In the entries below, find the lines with the word "Obie" and copy them.
*** Data to use Section Begins ***
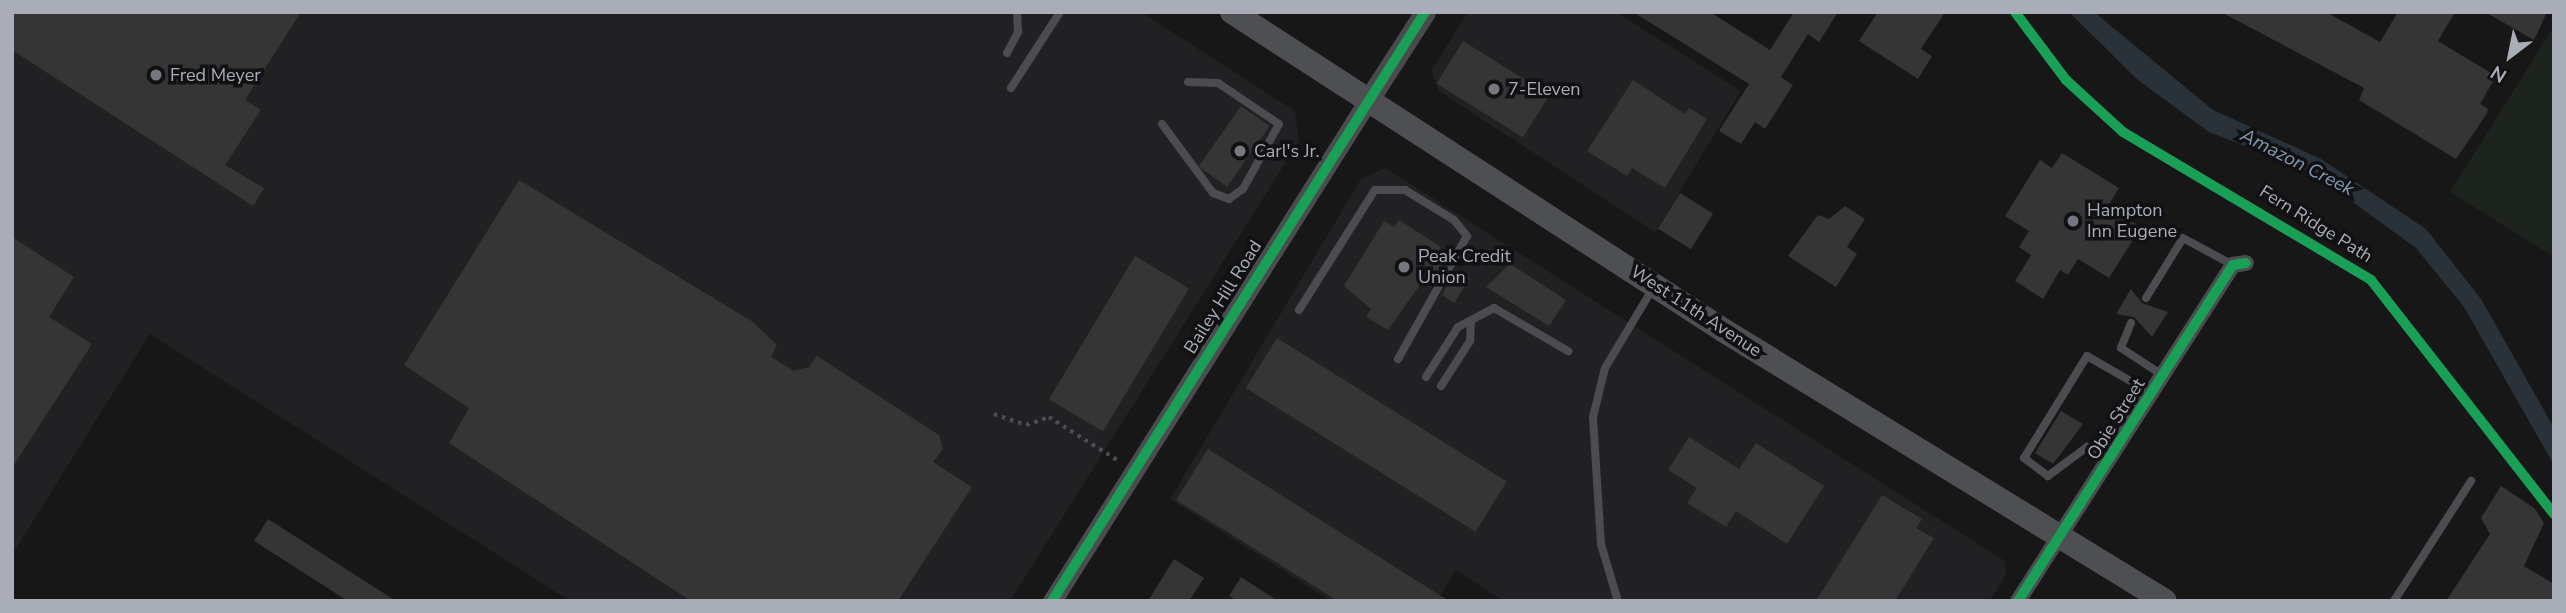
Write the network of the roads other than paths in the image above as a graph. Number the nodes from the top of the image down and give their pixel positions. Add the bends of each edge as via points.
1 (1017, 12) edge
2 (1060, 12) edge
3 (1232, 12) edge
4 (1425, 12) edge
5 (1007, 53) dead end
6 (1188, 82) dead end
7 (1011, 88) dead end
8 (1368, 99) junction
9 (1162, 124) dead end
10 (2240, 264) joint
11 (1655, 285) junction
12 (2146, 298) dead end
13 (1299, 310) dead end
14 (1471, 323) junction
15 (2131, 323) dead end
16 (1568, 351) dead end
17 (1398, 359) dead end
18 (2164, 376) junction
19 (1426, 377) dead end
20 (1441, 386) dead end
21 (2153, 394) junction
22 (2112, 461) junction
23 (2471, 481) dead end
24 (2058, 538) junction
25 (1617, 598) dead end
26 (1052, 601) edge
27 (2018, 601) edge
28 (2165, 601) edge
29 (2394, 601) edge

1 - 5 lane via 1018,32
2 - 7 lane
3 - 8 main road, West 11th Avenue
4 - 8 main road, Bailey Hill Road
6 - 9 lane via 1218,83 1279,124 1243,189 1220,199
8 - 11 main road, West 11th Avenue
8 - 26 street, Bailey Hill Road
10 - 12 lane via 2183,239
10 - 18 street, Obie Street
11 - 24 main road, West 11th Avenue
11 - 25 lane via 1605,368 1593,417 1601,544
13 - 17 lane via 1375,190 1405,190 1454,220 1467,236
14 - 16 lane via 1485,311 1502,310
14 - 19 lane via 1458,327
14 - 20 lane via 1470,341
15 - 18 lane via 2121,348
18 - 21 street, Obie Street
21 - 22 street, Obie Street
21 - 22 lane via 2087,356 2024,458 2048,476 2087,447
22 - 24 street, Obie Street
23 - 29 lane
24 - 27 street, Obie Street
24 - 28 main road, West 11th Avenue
*** Data to use Section Ends ***
*Solution*
10 - 18 street, Obie Street
18 - 21 street, Obie Street
21 - 22 street, Obie Street
22 - 24 street, Obie Street
24 - 27 street, Obie Street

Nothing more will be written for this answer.